El ''escudo" invisible: Por qué el protector solar es la primera línea de defensa contra el cáncer de pielLa justificación científica del bloqueador reside en su capacidad para detener el daño al ADN. Según explica la Skin Cancer Foundation, la radiación UV penetra las células y provoca mutaciones genéticas que, de no ser contenidas, derivan en tumores. Estudios clínicos de largo aliento han demostrado que el uso diario de un protector con FPS 15 o superior puede reducir el riesgo de desarrollar melanoma en un 50% y el de carcinoma de células escamosas en un 40%.

Para que esta barrera sea efectiva, la Administración de Alimentos y Medicamentos (FDA) enfatiza la importancia del "amplio espectro", que protege tanto de los rayos UVA (responsables del envejecimiento) como de los UVB (causantes de quemaduras). Sin esta protección dual, la piel queda vulnerable a daños acumulativos que, aunque invisibles en el corto plazo, se manifiestan años después como lesiones malignas.

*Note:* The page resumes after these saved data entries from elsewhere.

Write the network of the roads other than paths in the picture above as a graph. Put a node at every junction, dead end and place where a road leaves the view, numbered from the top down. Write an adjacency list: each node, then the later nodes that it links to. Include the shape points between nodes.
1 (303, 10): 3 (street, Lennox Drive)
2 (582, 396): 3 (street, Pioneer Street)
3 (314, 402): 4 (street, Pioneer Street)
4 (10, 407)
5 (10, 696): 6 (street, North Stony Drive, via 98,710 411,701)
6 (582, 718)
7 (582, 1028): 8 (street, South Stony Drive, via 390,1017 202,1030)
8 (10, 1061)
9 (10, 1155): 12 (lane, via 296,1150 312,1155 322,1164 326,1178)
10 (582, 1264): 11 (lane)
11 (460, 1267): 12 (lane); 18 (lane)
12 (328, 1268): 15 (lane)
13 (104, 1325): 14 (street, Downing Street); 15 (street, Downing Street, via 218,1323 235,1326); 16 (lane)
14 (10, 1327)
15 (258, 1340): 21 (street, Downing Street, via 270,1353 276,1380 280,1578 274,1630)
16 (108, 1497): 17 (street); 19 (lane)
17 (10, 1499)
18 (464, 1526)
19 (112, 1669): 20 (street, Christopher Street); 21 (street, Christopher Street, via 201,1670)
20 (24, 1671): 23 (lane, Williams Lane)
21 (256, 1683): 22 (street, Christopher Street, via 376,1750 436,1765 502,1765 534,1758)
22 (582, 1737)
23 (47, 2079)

Dermatólogos como la Dra. Deborah Sarnoff recalcan que "el daño solar se acumula desde los primeros años de vida", y que el uso de protector ayuda a frenar esta "carga mutacional" constante. Esta protección debe mantenerse incluso en días nublados, ya que hasta el 80% de los rayos UV pueden atravesar las nubes y dañar la dermis de forma incidental.

Ante la desinformación que circula en redes sociales, instituciones como la Academia Americana de Dermatología han sido tajantes: no existe evidencia de que los ingredientes del protector solar causen cáncer. Por el contrario, los filtros minerales como el óxido de zinc y el dióxido de titanio son reconocidos como seguros y altamente eficaces al no absorberse en el torrente sanguíneo.

La correcta aplicación es el último eslabón de esta cadena preventiva. Los Centros para el Control y la Prevención de Enfermedades (CDC) recomiendan aplicar el producto 30 minutos antes de salir y reaplicarlo cada dos horas, especialmente tras nadar o sudar. Una aplicación insuficiente reduce drásticamente el FPS real que recibe la piel, dejando al usuario en una falsa sensación de seguridad.

Así, el protector solar es el componente central de una estrategia de "fotoprotección integral" que incluye buscar la sombra y usar ropa adecuada. Integrar este hábito diariamente es, en palabras de la comunidad médica, una inversión vital. Como señalan desde el Melanoma Institute Australia, "usar protector solar debería ser tan automático como ponerse el cinturón de seguridad: ambos son salvavidas potenciales".